Старик остановился, повел головой из стороны в сторону и замер.

Глава 3

Проснулся Зайцев от храпа, причем храпели попеременно сразу двое, да так громко и протяжно, что у него засосало под ложечкой, как у больного печенью от жирного. Алексей не стал будить гостеприимных хозяев. Он ногой нащупал выход и, развернувшись, выполз в тоннель. Тошнота не отпустила его даже когда он удалился от берлоги метров на сто, и Зайцев сообразил, что это от самогона.

Тоннель плавно пошел направо. Алексей миновал поворот и почти рядом, впереди увидел на стене оранжевый отсвет, а затем и услышал странные звуки — что–то похожее на рычание или предсмертный хрип. «Корову что ли забивают?» — подумал он.
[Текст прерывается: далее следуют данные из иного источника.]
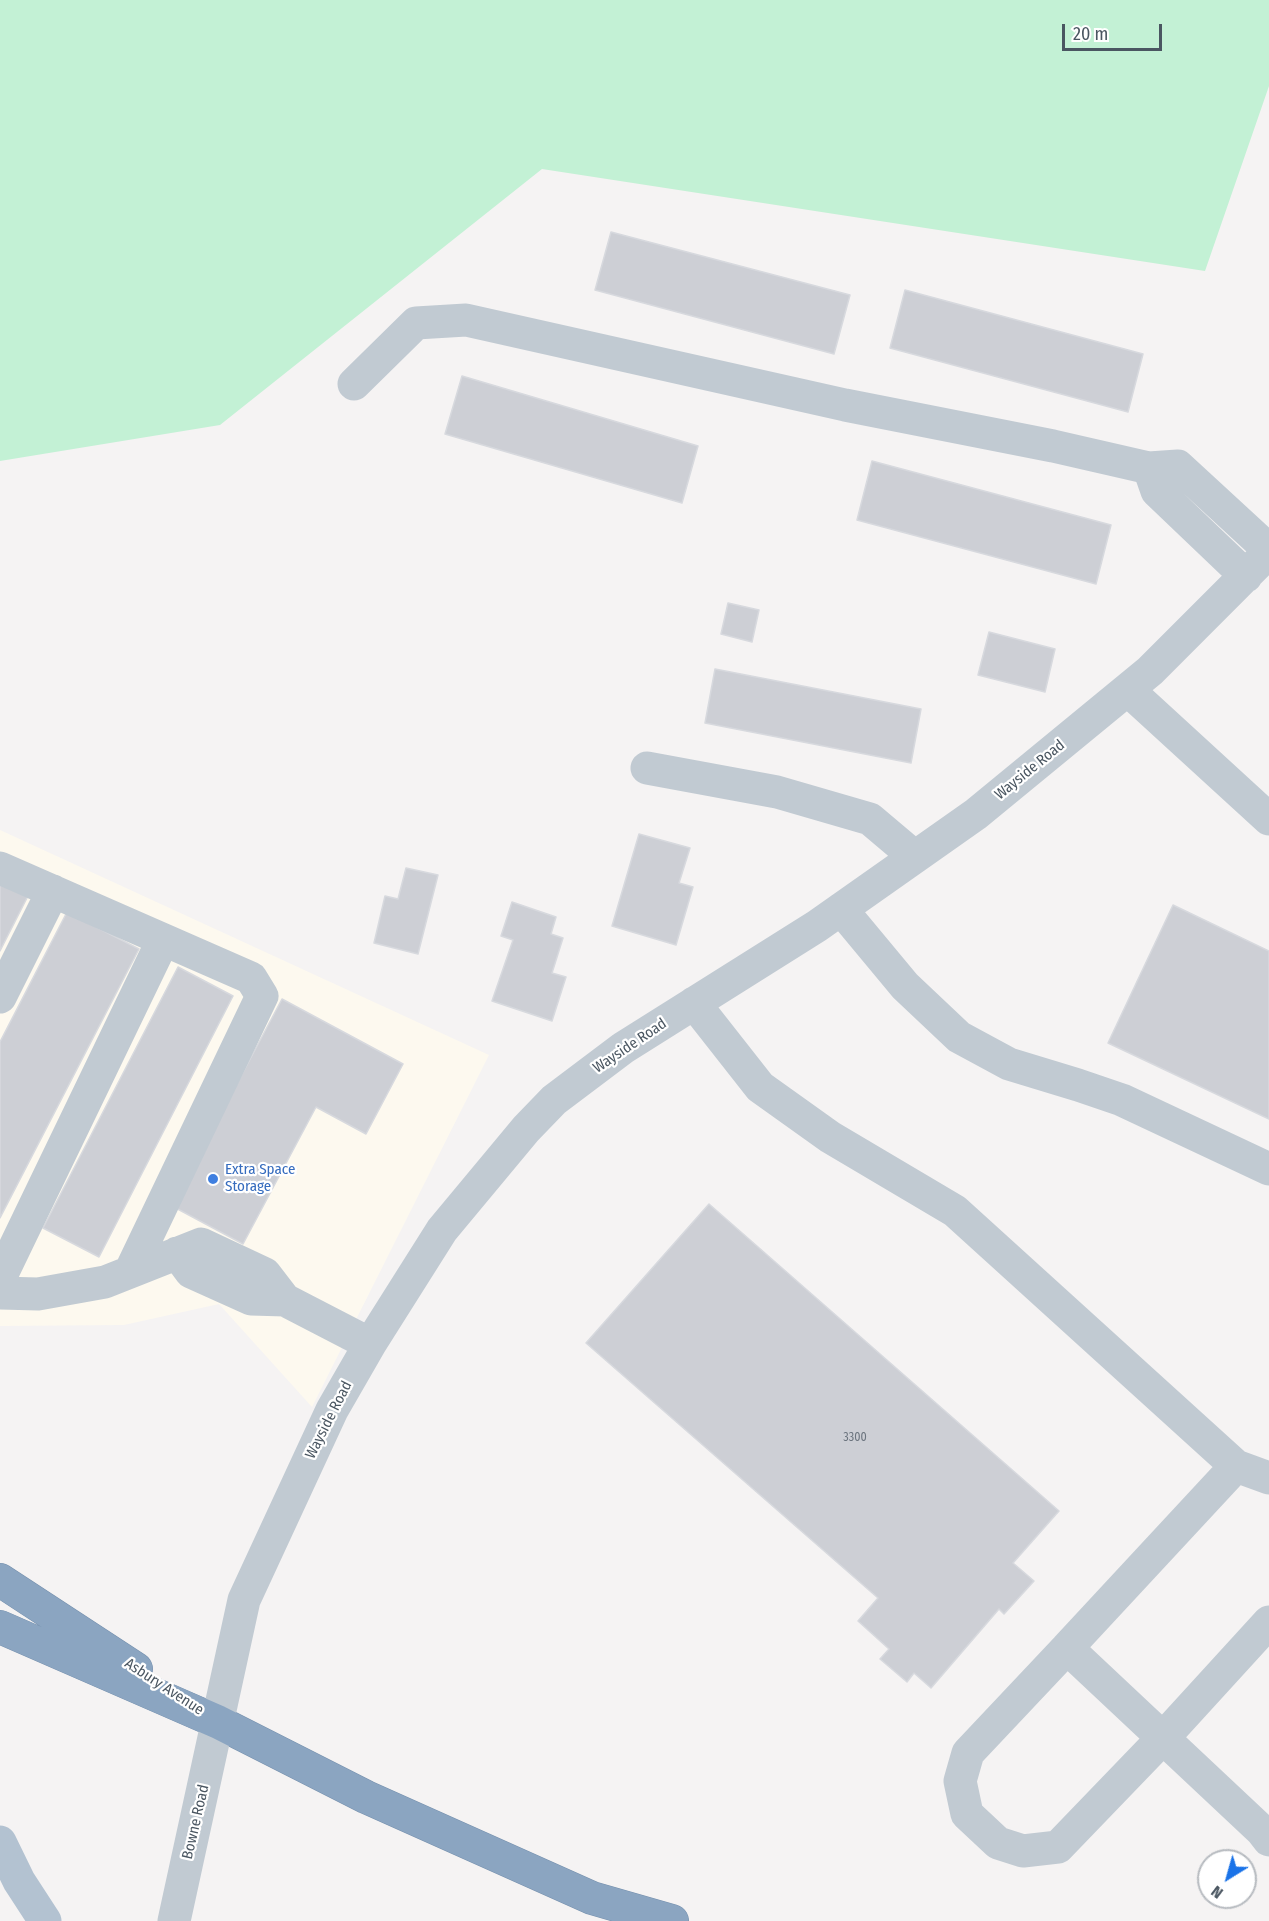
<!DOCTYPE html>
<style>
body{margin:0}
#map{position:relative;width:1269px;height:1921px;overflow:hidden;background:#f5f3f3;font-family:"Fira Sans Condensed",sans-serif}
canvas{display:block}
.north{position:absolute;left:1197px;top:1849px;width:60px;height:60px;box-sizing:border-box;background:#fff;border:2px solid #b7bbc0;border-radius:50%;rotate:217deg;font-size:16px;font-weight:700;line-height:24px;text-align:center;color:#4a5661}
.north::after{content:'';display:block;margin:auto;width:21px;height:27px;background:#1a73e8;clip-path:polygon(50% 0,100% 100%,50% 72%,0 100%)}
.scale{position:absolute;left:1062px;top:24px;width:100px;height:27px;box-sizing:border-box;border:3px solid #4a5661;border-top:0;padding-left:8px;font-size:18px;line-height:21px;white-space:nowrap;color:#4a5661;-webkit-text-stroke:4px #fff;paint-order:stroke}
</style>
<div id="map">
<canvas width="1269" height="1921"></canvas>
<div class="north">N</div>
<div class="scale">20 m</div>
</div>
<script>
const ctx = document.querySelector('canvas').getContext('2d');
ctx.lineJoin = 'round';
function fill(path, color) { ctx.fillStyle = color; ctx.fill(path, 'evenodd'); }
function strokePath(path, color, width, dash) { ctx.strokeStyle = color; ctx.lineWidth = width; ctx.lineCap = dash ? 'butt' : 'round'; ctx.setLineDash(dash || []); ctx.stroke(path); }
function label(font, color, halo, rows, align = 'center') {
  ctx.font = font + ' "Fira Sans Condensed",sans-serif'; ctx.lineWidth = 4.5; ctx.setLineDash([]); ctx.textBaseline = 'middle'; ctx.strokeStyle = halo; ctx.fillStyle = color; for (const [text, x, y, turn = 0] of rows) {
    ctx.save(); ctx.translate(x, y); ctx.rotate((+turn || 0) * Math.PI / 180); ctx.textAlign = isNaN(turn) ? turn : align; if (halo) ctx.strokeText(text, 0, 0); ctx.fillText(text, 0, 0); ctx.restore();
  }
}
fill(new Path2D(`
 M0 830 489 1055 312 1407 219 1304 124 1325 0 1326Z`), '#fdf9ef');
fill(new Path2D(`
 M0 0H1269V86L1205 271 542 169 220 425 0 461Z`), '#c3f1d5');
const building = new Path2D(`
 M611 232 850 295 834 354 595 290Z
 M905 290 1143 354 1128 412 890 348Z
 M462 376 698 446 682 503 445 434Z
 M872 461 1111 525 1096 584 857 520Z
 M728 603 759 610 752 642 721 634Z
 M989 632 1055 649 1045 692 978 675Z
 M715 669 921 709 911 763 705 723Z
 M639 834 690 848 679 883 693 887 676 945 612 926Z
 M406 868 438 875 418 954 374 943 385 896 398 899Z
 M0 879 29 894 0 951Z
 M512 902 556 917 551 934 563 938 552 973 566 977 552 1021 492 1001 513 940 501 936Z
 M1173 905 1269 951V1119L1108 1043Z
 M67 912 139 949 0 1218V1042Z
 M178 967 233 996 99 1257 43 1228Z
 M282 999 403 1064 366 1134 316 1107 243 1244 172 1206Z
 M709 1204 1059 1511 1013 1563 1034 1581 1004 1614 999 1609 931 1688 914 1673 907 1682 880 1659 889 1649 858 1621 878 1598 586 1343Z`);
fill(building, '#cdcfd5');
strokePath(building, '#d7d9de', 1.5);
const highway = new Path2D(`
 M0 1580 136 1669
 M0 1627 218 1722 366 1797 592 1898 672 1921`);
strokePath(highway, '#7690ad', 34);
strokePath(new Path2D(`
 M354 384 416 323 466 320 845 405 1053 446 1149 468
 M1246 576 1157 491 1149 468 1178 466 1269 550
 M1128 690 1269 819
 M647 768 777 792 870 819 915 857
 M0 868 251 978 262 996 130 1272
 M841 909 905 986 959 1037 1009 1064 1078 1085 1122 1100 1269 1169
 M0 997 53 891
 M694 1003 760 1087 830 1137 955 1211 1236 1466 1067 1648 1262 1831 1269 1840
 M177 1253 191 1272 251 1299 285 1300 370 1344
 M0 1278 163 940
 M0 1293 38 1294 105 1282 201 1244 265 1274 285 1300
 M1236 1466 1269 1478
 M1067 1648 968 1753 960 1781 967 1814 998 1843 1023 1851 1058 1847 1163 1738 1269 1622
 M174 1921 244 1600 332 1410 370 1344 442 1230 526 1129 554 1100 623 1048 817 926 976 814 1150 671 1269 552`), '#c1cad2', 33);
strokePath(new Path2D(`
 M0 1842 19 1881 45 1921`), '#b3c2d1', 33);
strokePath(highway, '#8ba5c1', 33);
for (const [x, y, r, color] of [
 [213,1179,6,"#3f7fe0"]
]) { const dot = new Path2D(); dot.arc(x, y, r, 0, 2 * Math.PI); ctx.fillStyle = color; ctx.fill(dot); strokePath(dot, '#fff', 2); }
label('12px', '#6b747e', null, [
 ["3300",855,1438]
]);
label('15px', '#4a5661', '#fff', [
 ["Wayside Road",1030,770,-39],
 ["Wayside Road",630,1046,-34],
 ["Wayside Road",329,1420,-63],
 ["Asbury Avenue",164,1687,33],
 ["Bowne Road",196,1822,-77]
]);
label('15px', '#366cbe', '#fff', [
 ["Extra Space",225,1170],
 ["Storage",225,1187]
], 'left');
</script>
Зайцев пополз быстрее и вскоре очутился у входа в освещенную нору, точную копию той, где он очнулся утром. При его появлении язычок пламени затрепетал, заметался и едва не погас. Алексей хотел было поздороваться с хозяевами и спросить, в какой стороне выход из подземелья, но лишь раскрыл рот и тут же закрыл его. В глубине пещеры на травяной подстилке он обнаружил два голых человеческих обрубка, которые сплелись в жирный, словно бы агонизирующий клубок. У верхнего из четырех конечностей была всего лишь одна рука, у нижнего — одна нога. Кожа у обоих была почти прозрачной, как у личинок майского жука, и Зайцеву показалось, что он видит внутри этих бледных студенистых тел какие–то темные пульсирующие сгустки — внутренние органы.

Зайцева заметили, но оба обитателя норы, при виде случайного гостя ничуть не смутились. Их иссеченные лица ощерились в улыбках, и мужик изумленно произнес:

— Стояк!

Глава 4

Зайцев не имел понятия, сколько пролежал в этой черной дыре — время в пещере никак не ощущалось. Он посчитал, что они дважды засыпали, три раза Танька подливала в плошку масла, четыре раза приносила ему картошку и воду, один раз он ползал в сортир и промучился там минут сорок, пытаясь пристроиться над выгребной ямой в тесной, как собачья будка, норе.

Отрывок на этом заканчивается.